Enquanto isso, a infernal
batida daquele aumentava.
Ficava cada vez mais rápido,
e mais alto e mais alto a
cada instante. O terror do
velho deve ter sido extremo!
Ficava mais alto, eu digo,
mais alto a cada momento! -
você me nota bem eu disse
que estou nervoso: estou
mesmo. E agora na hora morta da noite, em meio ao
silêncio terrível daquela velha casa, um barulho tão
estranho como este me excitou a um terror
incontrolável.
No entanto, por mais alguns minutos, me contive e
fiquei parado. Mas a batida ficou cada vez mais alta!
Achei que o coração deveria explodir. E agora uma nova
ansiedade apoderou-se de mim - o som seria ouvido por
um vizinho! O velho homem' a hora havia chegado!
Com um grito alto, abri a lanterna e saltei para dentro
da sala. Ele gritou uma vez - apenas uma vez. Em um
instante, eu o arrastei para o chão e puxei a cama
pesada sobre ele. Eu então, sorri alegremente, ao
descobrir que o feito até então estava feito. Mas, por
muitos minutos, o coração bateu com um som abafado.
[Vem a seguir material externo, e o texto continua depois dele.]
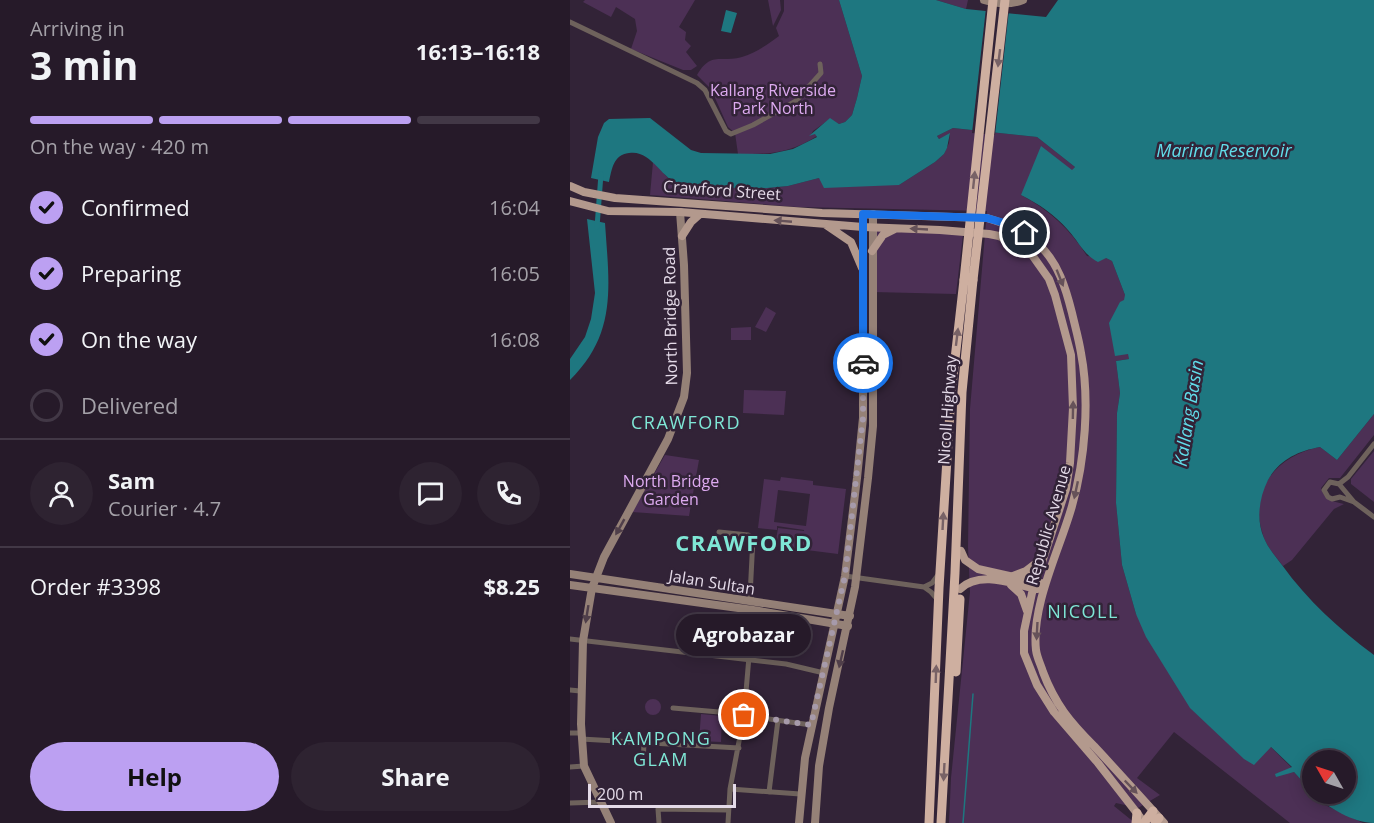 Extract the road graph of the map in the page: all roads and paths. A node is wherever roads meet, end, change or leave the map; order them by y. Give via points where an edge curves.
1 (984, 0) edge
2 (993, 0) edge
3 (1005, 0) edge
4 (1023, 0) edge
5 (570, 22) edge
6 (820, 64) dead end
7 (570, 186) edge
8 (613, 198) junction
9 (570, 201) edge
10 (680, 212) junction
11 (700, 214) junction
12 (868, 214) junction
13 (823, 224) junction
14 (867, 227) junction
15 (898, 228) junction
16 (682, 236) junction
17 (872, 256) junction
18 (862, 265) junction
19 (969, 280) junction
20 (1374, 444) edge
21 (957, 483) junction
22 (1339, 484) junction
23 (1354, 502) junction
24 (1374, 517) edge
25 (719, 532) dead end
26 (961, 552) junction
27 (847, 557) junction
28 (1043, 558) junction
29 (859, 559) junction
30 (940, 569) junction
31 (570, 574) edge
32 (595, 576) junction
33 (845, 576) junction
34 (857, 577) junction
35 (1009, 580) junction
36 (570, 585) edge
37 (1035, 585) junction
38 (924, 587) junction
39 (1046, 587) junction
40 (592, 588) junction
41 (960, 589) junction
42 (939, 602) junction
43 (750, 606) junction
44 (1028, 611) junction
45 (837, 614) junction
46 (850, 616) junction
47 (835, 624) junction
48 (848, 626) junction
49 (570, 639) edge
50 (583, 641) junction
51 (747, 660) junction
52 (824, 673) junction
53 (570, 690) edge
54 (580, 691) junction
55 (815, 705) junction
56 (673, 708) dead end
57 (829, 708) junction
58 (744, 715) junction
59 (778, 720) junction
60 (947, 721) junction
61 (811, 725) junction
62 (570, 733) edge
63 (581, 736) junction
64 (644, 743) junction
65 (739, 748) junction
66 (643, 764) dead end
67 (584, 766) junction
68 (570, 767) edge
69 (730, 789) junction
70 (769, 792) junction
71 (800, 794) junction
72 (601, 802) junction
73 (570, 803) edge
74 (728, 810) junction
75 (1149, 820) edge
76 (611, 823) edge
77 (659, 823) edge
78 (728, 823) edge
79 (799, 823) edge
80 (815, 823) edge
81 (929, 823) edge
82 (941, 823) edge

1 - 4 main road via 1012,4
19 -> 2 highway, Nicoll Highway, bridge
3 -> 19 highway, Nicoll Highway, bridge
5 - 6 street via 697,83 731,134 798,99 821,73
7 - 8 main road, Crawford Street
8 - 10 main road via 674,205
8 - 12 main road, Crawford Street
9 - 10 main road, Crawford Street via 608,211
10 - 11 main road, Crawford Street
10 - 16 main road, North Bridge Road
13 -> 11 main road, Crawford Street
11 - 16 main road
12 - 14 main road
12 -> 39 main road, Republic Avenue via 987,218 1011,225 1040,246 1059,273 1082,354 1085,398 1082,463
13 - 14 main road, Crawford Street
13 - 18 main road via 851,242
14 - 15 main road, Republic Avenue
14 - 17 main road
14 - 18 main road
15 - 17 main road via 883,235
28 -> 15 main road, Republic Avenue via 1066,489 1073,408 1071,355 1049,279 1032,255 999,236
16 -> 32 main road, North Bridge Road via 687,373 681,409
17 - 18 main road
17 - 29 main road via 873,426
18 - 27 main road via 863,418
19 - 21 highway, Nicoll Highway
30 -> 19 highway, Nicoll Highway via 951,394
20 - 22 street
21 - 26 highway
21 - 60 highway, Nicoll Highway
22 - 23 street
22 - 23 street via 1330,482 1326,486 1328,497 1340,496
23 - 24 street
25 - 43 street via 753,538
26 - 35 main road via 978,569
26 - 41 highway
27 - 29 main road via 853,562
27 - 33 main road
28 - 35 main road
28 - 37 main road, Republic Avenue
29 - 34 main road
30 - 38 street via 932,583
30 - 42 highway, Nicoll Highway
31 - 32 main road, Jalan Sultan
32 - 40 main road, North Bridge Road
32 - 43 main road, Jalan Sultan
33 - 34 street
33 - 45 main road
34 - 38 street
34 - 46 main road
35 - 37 main road
35 - 41 main road via 979,579
35 - 44 main road
36 - 40 main road, Jalan Sultan
37 - 39 main road
37 - 44 main road, Republic Avenue
38 - 42 street
39 -> 75 main road, Republic Avenue via 1036,651 1051,692
40 - 43 main road, Jalan Sultan
40 -> 50 main road, North Bridge Road
41 - 60 highway via 958,654
81 -> 42 highway, Nicoll Highway
43 - 45 main road, Jalan Sultan
43 - 47 main road, Jalan Sultan
43 - 51 street
44 - 75 main road, Republic Avenue via 1024,653 1037,685 1054,712
45 - 46 main road, Jalan Sultan
45 - 47 main road
46 - 48 main road
47 - 48 main road, Jalan Sultan
47 - 52 main road
48 -> 57 main road
49 - 50 street
50 - 51 street
50 - 54 main road, North Bridge Road
51 - 52 street
51 - 58 street
52 - 55 main road
53 - 54 street
54 - 63 main road, North Bridge Road
55 - 57 main road
55 - 61 main road
56 - 58 street
57 - 80 main road
58 - 59 street
58 - 65 street
59 - 61 street
59 - 70 street
60 -> 82 highway, Nicoll Highway
61 - 71 main road
62 - 63 street
63 - 64 street
63 - 67 main road, North Bridge Road
64 - 65 street
64 - 66 street
65 - 69 street
67 - 68 street
67 - 72 main road, North Bridge Road
69 - 70 street
69 - 74 street
70 - 71 street
71 - 79 main road
72 - 73 street
72 - 76 main road, North Bridge Road
74 - 77 street via 658,809
74 - 78 street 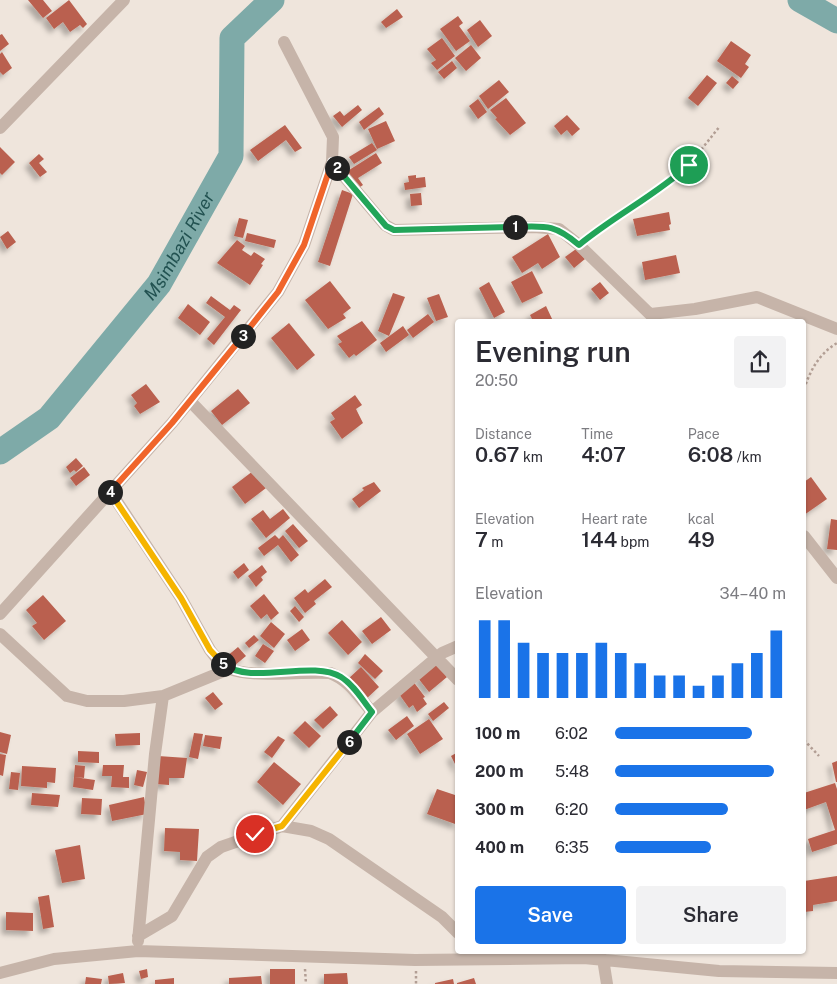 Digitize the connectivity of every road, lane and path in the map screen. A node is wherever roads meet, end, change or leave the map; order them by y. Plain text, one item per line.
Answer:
1 (124, 0) edge
2 (284, 42) dead end
3 (720, 126) dead end
4 (0, 128) edge
5 (332, 162) junction
6 (579, 245) junction
7 (654, 318) edge
8 (837, 329) edge
9 (837, 343) edge
10 (806, 383) edge
11 (190, 401) junction
12 (110, 491) junction
13 (806, 539) edge
14 (837, 578) edge
15 (0, 614) edge
16 (0, 634) edge
17 (455, 647) edge
18 (436, 658) junction
19 (230, 669) junction
20 (455, 677) edge
21 (164, 696) junction
22 (372, 712) junction
23 (806, 742) edge
24 (819, 756) dead end
25 (282, 826) junction
26 (455, 931) edge
27 (138, 936) junction
28 (138, 951) junction
29 (465, 954) edge
30 (583, 954) edge
31 (603, 959) junction
32 (837, 973) edge
33 (0, 974) edge
34 (607, 984) edge

1 - 4 street
2 - 5 street
3 - 6 path
5 - 6 street
5 - 11 street
6 - 7 street
7 - 8 street
9 - 10 path
11 - 12 street
11 - 18 street
12 - 15 street
12 - 19 street
13 - 14 street
16 - 21 street
17 - 18 street
18 - 20 street
18 - 22 street
19 - 21 street
19 - 22 street
21 - 27 street
22 - 25 street
23 - 24 path
25 - 26 street
25 - 27 street
27 - 28 street
28 - 29 street
28 - 33 street
29 - 30 street
30 - 31 street
31 - 32 street
31 - 34 street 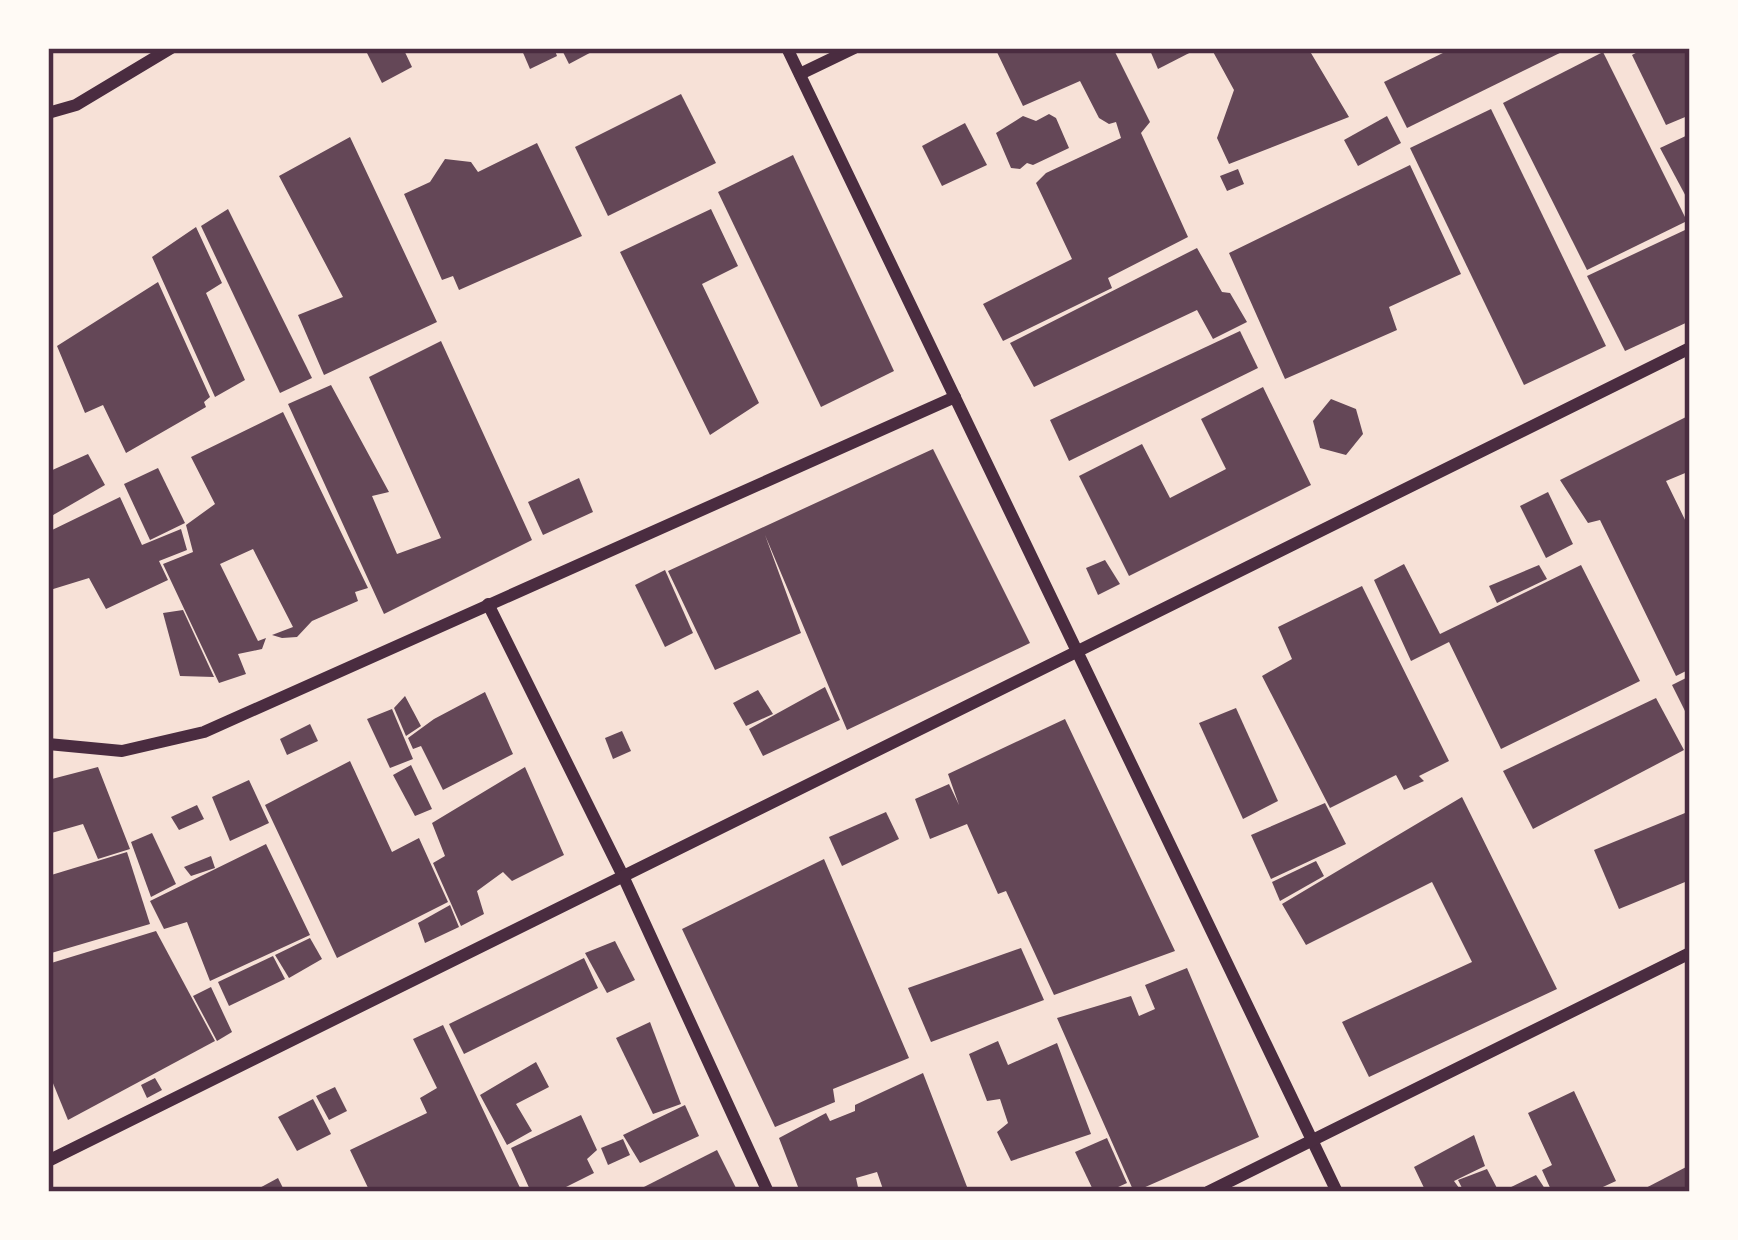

Isso, entretanto, não me incomodou; não seria ouvido
através da parede. Por fim, tudo cessou.
O velho estava morto. Tirei a cama e examinei o
cadáver. Sim, ele estava completamente morto.
Coloquei minha mão sobre o coração e a segurei ali por
minutos. Não havia pulsação. Ele estava morto de
pedra. Seu olho não me incomodaria mais.
Se ainda me acha louco, não mais pensará assim
quando eu descrever as sensatas precauções que tomei
para ocultar o corpo. A noite agora avançava, e trabalhei
depressa, mas em
silêncio. Antes de
tudo desmembrei o
cadáver. Separei a
cabeça, os braços e
as pernas.
Arranquei três
tábuas do assoalho
do quarto e então
depositei tudo entre
as vigas. Recoloquei então as pranchas com tanta
habilidade e astúcia que nenhum olho humano — nem
mesmo o dele — poderia detectar algo de errado. Nada
havia a ser lavado — nenhuma mancha de qualquer tipo
— nenhuma marca de sangue. Eu fora muito cauteloso.
Uma tina absorvera tudo - ha! ha!
Quando terminei todo aquele trabalho, eram quatro
horas — tudo ainda tão escuro quanto à meia-noite.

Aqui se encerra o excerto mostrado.